If you do something, the first thing they'll do is go get a free legal consultation or maybe even spend $300-$500 to get a serious opinion about the validity of your actions. That attorney will either start talking about how to make a serious response, or they'll say, in a legal-sounding way with many caveats, "these guys are jokesters." If you're making this up as you go along, that'll be evident. In fact, for all you know, they consulted someone way back when, and they're not paying because that person outlined for them just what exactly you'd have to do to legally collect, and they haven't seen you take those steps. Under the law, there is a right way to do things (or several), and then there are an infinite number of wrong ways, and you have to take the rules seriously to be taken seriously. Otherwise, you'll just be wasting your time.
posted by slidell at 12:12 PM on August 21, 2010


The simple answer is that you hire a lawyer and go get a judgment. If that doesn't shake payment loose, there is then a possibility of eventually doing something to seize cash or property of your debtor, but without a judgment they can pretty much laugh at you as they've been doing. You will find in life that there are those who screw people on a regular basis and you seem to have found one -- or more likely, they found you, as these types will seek out the small and weak and bluff things out as long as they can.

Handshake deal or not, what you have is certainly an oral contract, which is just as legally enforceable as any other; the only problem, as you've found, is documentation and proof. Fix this quickly. It's the type of thing that marks you as inexperienced and naïve to the wolves out there. You don't want anyone else to smell blood in the water.

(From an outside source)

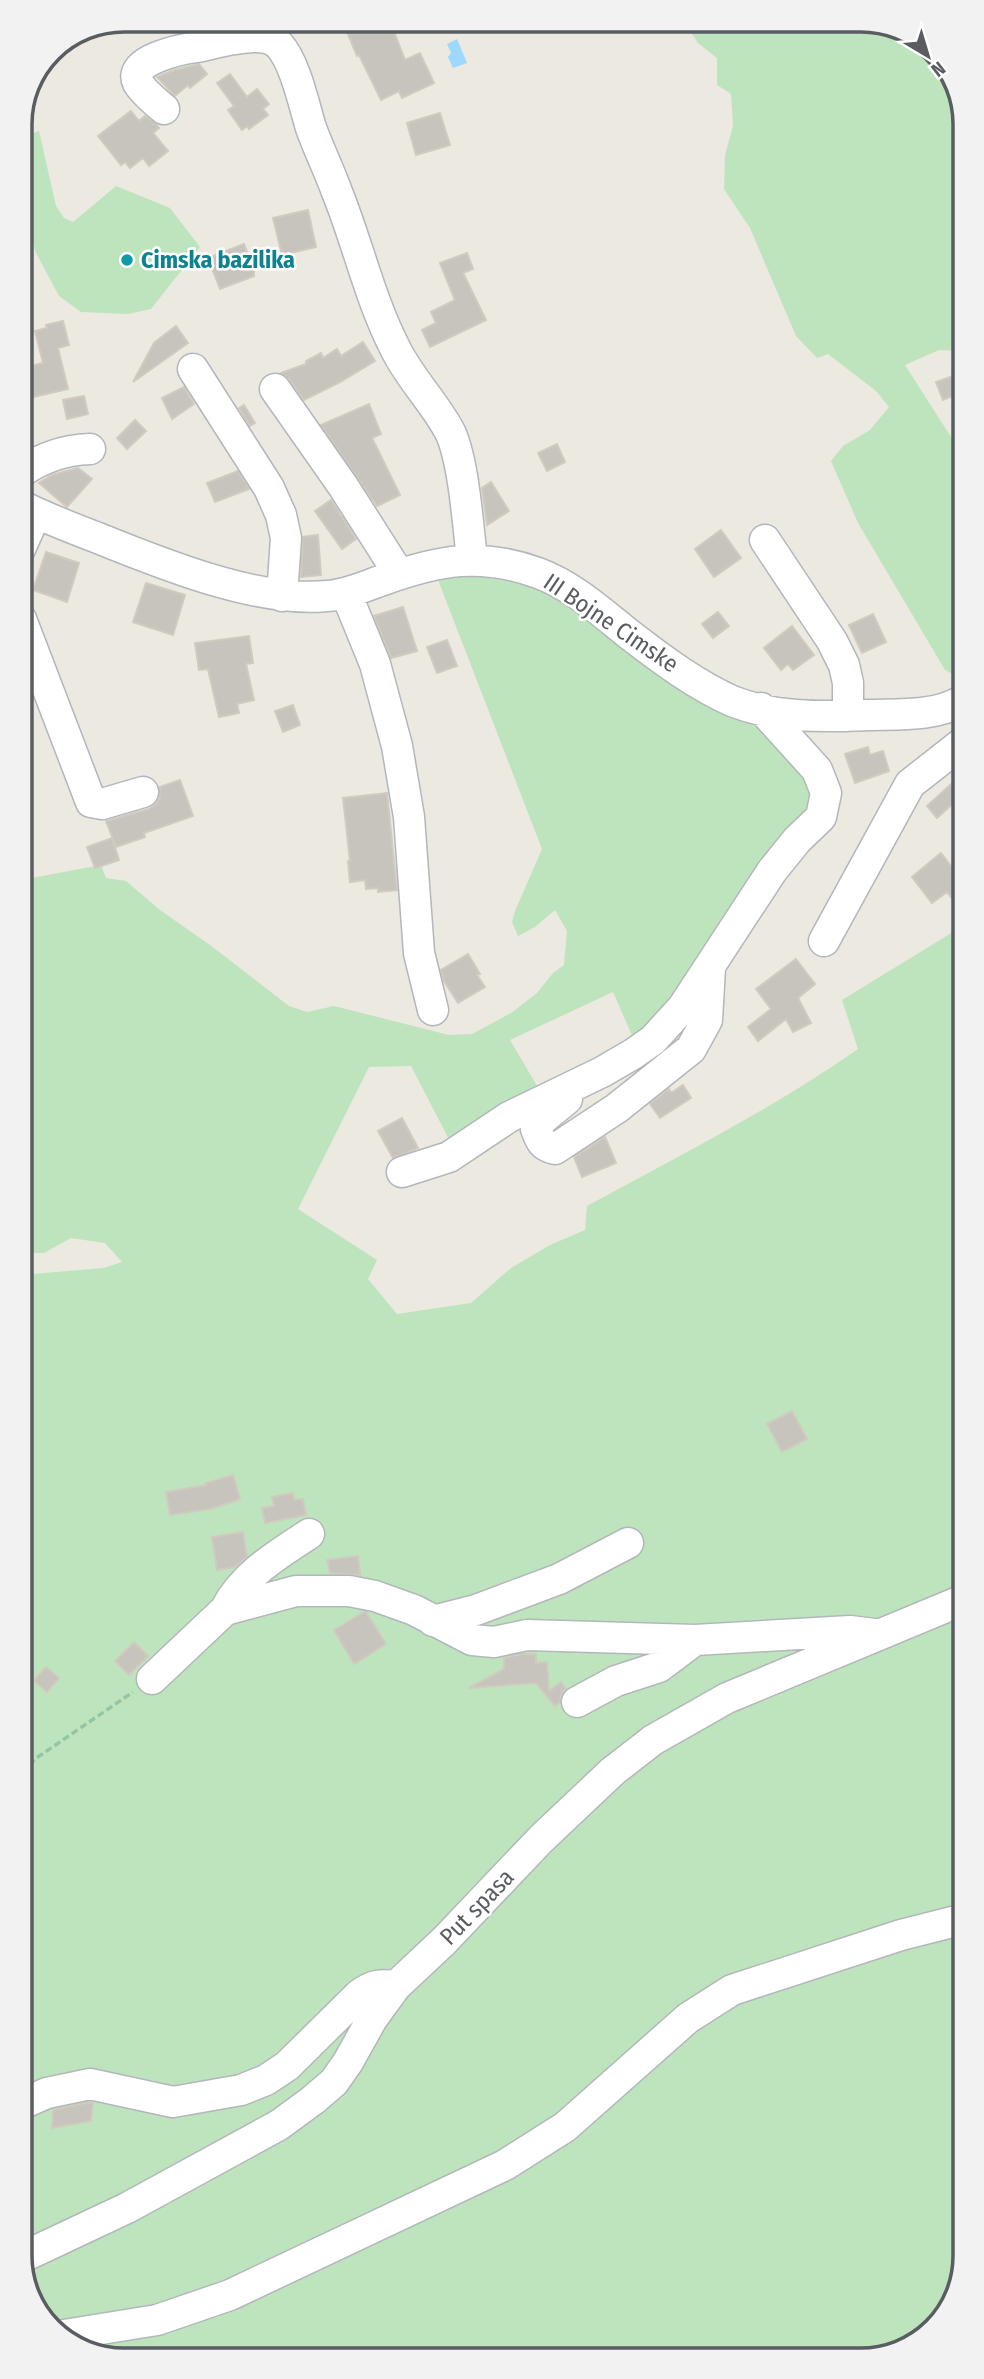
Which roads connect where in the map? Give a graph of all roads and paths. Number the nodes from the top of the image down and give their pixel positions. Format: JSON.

I really don't know why you've taken so long to get to this point -- even with a lawyer recommending collection -- without getting basic legal advice. You need to know whether you have a cause of action or not. If not, you are probably best advised to write this off as an expensive learning experience.

Maybe you've held of because of perceived legal expenses. I don't know. But they can't be as big as what you're owed, and even if you end up using the entire amount to pay the attorney, you might at least get something on the record against these guys, so another small company like yourselves at least has a chance of looking them up and seeing the kind of business they are.